Lauren Shin is a developer relations intern with Neo4j and a student at UC Berkeley.
In her presentation, Shin briefly introduces the concept of machine learning. To those who may be wary of a robot takeover, machine learning is an application of statistics so that machines are able to learn with data. The majority of this is data cleansing and a lot of math.
Next, Shin breaks down differences between human and machine learning and explains how the addition of machines can help humans solve problems faster and on a greater scale.
There are three approaches to better data analysis through machine learning that Shin covers. The first approach uses user-defined procedures with Cypher and Neo4j. Approach one includes creating a model, giving it a name, specifying classes that the item we are studying might belong to and then using those features to create a classification system.
Approach two covers more simplistic machine learning algorithms. This approach involves using a graph database to store and hold the data while the observer builds models.

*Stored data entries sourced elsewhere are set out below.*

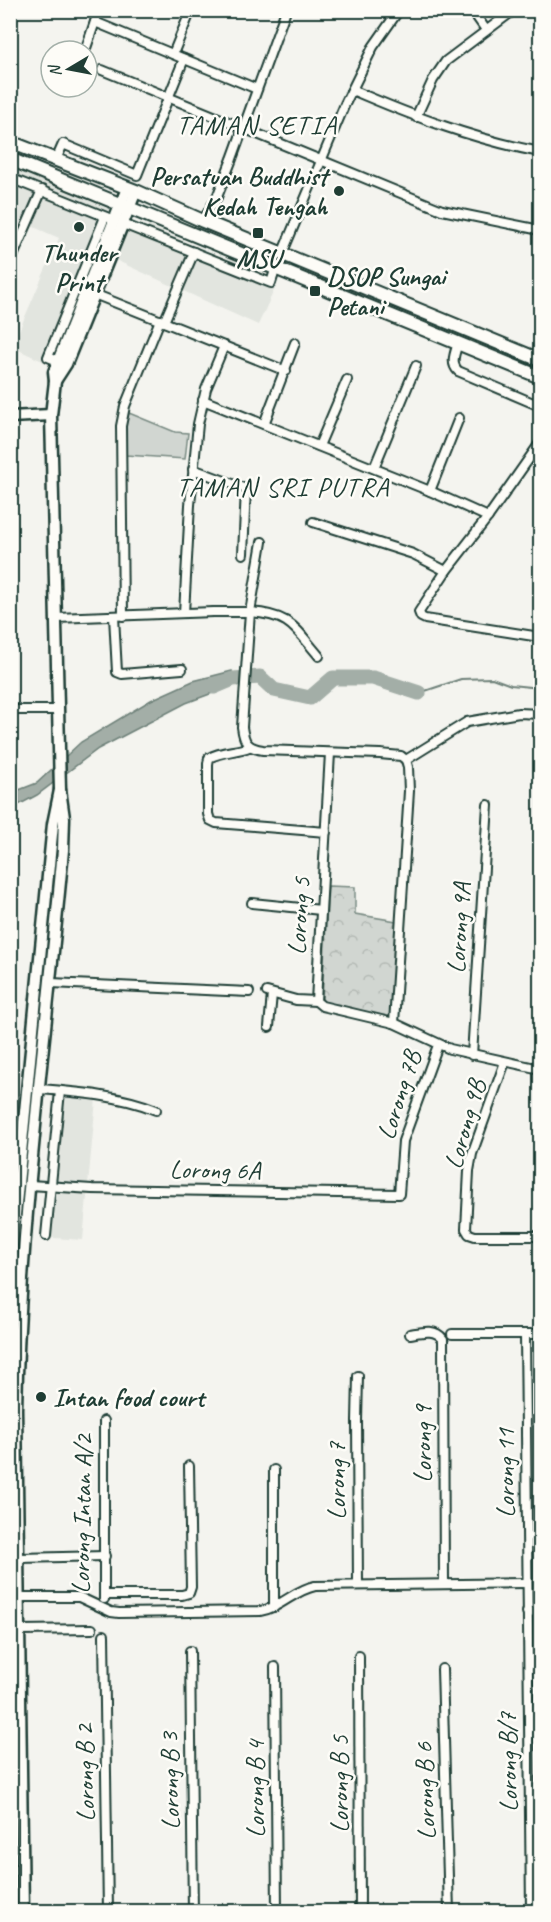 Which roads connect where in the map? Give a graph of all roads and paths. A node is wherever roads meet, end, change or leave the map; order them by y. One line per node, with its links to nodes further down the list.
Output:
1 (99, 10): 7 (street)
2 (191, 10): 10 (street)
3 (286, 10): 13 (street)
4 (399, 10): 14 (street)
5 (472, 10): 8 (street)
6 (514, 10): 8 (street)
7 (94, 22): 9 (street); 10 (street)
8 (486, 30): 16 (street)
9 (89, 39)
10 (173, 54): 11 (street)
11 (184, 59): 13 (street); 15 (street)
12 (102, 70): 15 (street)
13 (257, 89): 17 (street)
14 (352, 90): 16 (street); 22 (street)
15 (168, 98): 17 (street); 21 (street)
16 (416, 117): 19 (street)
17 (243, 129): 22 (street); 28 (street)
18 (10, 142): 21 (main road)
19 (540, 152)
20 (10, 159): 26 (main road)
21 (56, 160): 25 (main road)
22 (321, 160): 29 (street); 31 (street)
23 (10, 178): 24 (street)
24 (42, 190): 27 (street); 32 (street)
25 (131, 190): 26 (main road); 28 (main road)
26 (125, 205): 27 (main road); 33 (main road)
27 (114, 220): 30 (street); 34 (main road); 46 (main road)
28 (203, 221): 31 (main road)
29 (540, 230)
30 (194, 252): 33 (street); 36 (street)
31 (282, 254): 35 (main road)
32 (10, 263)
33 (276, 267): 37 (main road)
34 (94, 294): 36 (street); 46 (main road)
35 (430, 314): 37 (main road); 41 (main road)
36 (162, 321): 40 (street); 65 (street)
37 (424, 328): 38 (main road)
38 (458, 343): 44 (main road); 48 (street)
39 (295, 344): 43 (street)
40 (224, 346): 43 (street); 47 (street)
41 (540, 360)
42 (416, 366): 55 (street)
43 (286, 371): 52 (street)
44 (540, 377)
45 (347, 380): 54 (street)
46 (55, 381): 49 (main road)
47 (203, 400): 52 (street); 56 (street)
48 (540, 406)
49 (51, 415): 50 (main road); 66 (main road)
50 (10, 417)
51 (459, 418): 57 (street)
52 (264, 424): 54 (street)
53 (540, 443): 58 (street)
54 (320, 446): 55 (street)
55 (374, 468): 57 (street)
56 (193, 469): 61 (street); 64 (street)
57 (430, 491): 58 (street)
58 (488, 517): 62 (street)
59 (313, 522): 62 (street)
60 (262, 542): 63 (street)
61 (243, 554)
62 (446, 571): 67 (street)
63 (250, 612): 64 (street); 68 (street); 73 (street)
64 (184, 613): 65 (street)
65 (119, 616): 66 (street); 69 (street)
66 (56, 618): 71 (main road)
67 (540, 637)
68 (319, 656)
69 (182, 669)
70 (10, 710): 71 (street)
71 (59, 710): 76 (main road)
72 (540, 714): 75 (street)
73 (249, 747): 74 (street); 78 (street)
74 (330, 753): 75 (street); 78 (street, Lorong 5)
75 (406, 760): 84 (street)
76 (60, 786): 81 (main road); 96 (main road)
77 (488, 805): 87 (street, Lorong 9A)
78 (326, 832): 80 (street, Lorong 5)
79 (252, 903): 80 (street)
80 (321, 910): 83 (street, Lorong 5)
81 (51, 983): 82 (street); 90 (main road)
82 (249, 992)
83 (316, 1001): 84 (street); 85 (street)
84 (394, 1023): 86 (street)
85 (268, 1027)
86 (438, 1045): 87 (street); 95 (street, Lorong 7B)
87 (472, 1055): 88 (street)
88 (506, 1062): 89 (street); 98 (street, Lorong 9B)
89 (540, 1069)
90 (40, 1089): 91 (street); 93 (main road)
91 (60, 1091): 92 (street); 94 (street)
92 (156, 1110)
93 (30, 1185): 94 (street, Lorong 6A); 106 (main road)
94 (50, 1188): 95 (street, Lorong 6A); 97 (street)
95 (399, 1194)
96 (14, 1202): 99 (main road)
97 (46, 1236)
98 (540, 1236)
99 (10, 1266)
100 (540, 1323): 104 (street)
101 (410, 1334): 114 (street, Lorong 9)
102 (452, 1334): 103 (street)
103 (525, 1335): 104 (street); 113 (street, Lorong 11)
104 (540, 1335)
105 (358, 1376): 115 (street, Lorong 7)
106 (16, 1409): 108 (main road); 112 (main road)
107 (104, 1420): 111 (street, Lorong Intan A/2)
108 (10, 1427)
109 (189, 1466): 116 (street)
110 (274, 1470): 118 (street)
111 (105, 1556): 112 (street); 116 (street, Lorong Intan A/2)
112 (20, 1558): 117 (main road)
113 (527, 1583): 114 (street); 121 (street, Lorong 11)
114 (444, 1584): 115 (street)
115 (358, 1585): 118 (street)
116 (105, 1595): 119 (street, Lorong Intan A/2)
117 (20, 1597): 119 (street); 123 (main road)
118 (274, 1607): 119 (street)
119 (102, 1608)
120 (540, 1611): 121 (street)
121 (527, 1612): 136 (street, Lorong B/7)
122 (92, 1629): 123 (street)
123 (20, 1630): 129 (main road)
124 (104, 1635): 131 (street, Lorong B 2)
125 (190, 1651): 132 (street, Lorong B 3)
126 (359, 1656): 134 (street, Lorong B 5)
127 (275, 1667): 133 (street, Lorong B 4)
128 (442, 1669): 135 (street, Lorong B 6)
129 (16, 1783): 130 (main road)
130 (23, 1911)
131 (108, 1911)
132 (193, 1911)
133 (277, 1911)
134 (360, 1911)
135 (449, 1911)
136 (531, 1911)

This process still being tinkered with to see how it could work for more complex algorithms.
Approach three uses graph structures to restrict the potential relevant data points. If you have all of your data stored in a graph, then you could restrict comparisons and make your run time feasible.
Model version control is a graph-related problem as well. You will come across several different versions of models that develop from each other. Representing all of these relationships within the graph help increase transparency in the process of building machine learning models.
The world of graph is always expanding and changing. There will always be new graph-base learning algorithms that will allow us to make insights we otherwise wouldn’t see. Graphs always offer a better way to express our data.
Today’s talk will be about machine learning and graphs. My name is Lauren Shin, I am a developer relations intern at Neo4j, and a student at UC Berkeley.
Machine learning is an exciting topic right now. Everyone from our customers to community developers want to make more informed decisions with the data that they have. As part of the developer relations team, I always love to explore new topics that excite the developer community.
The rest of my team is really busy organizing events such as GraphConnect, providing user support, updating and maintaining the community site, writing super awesome blog posts, and so much more.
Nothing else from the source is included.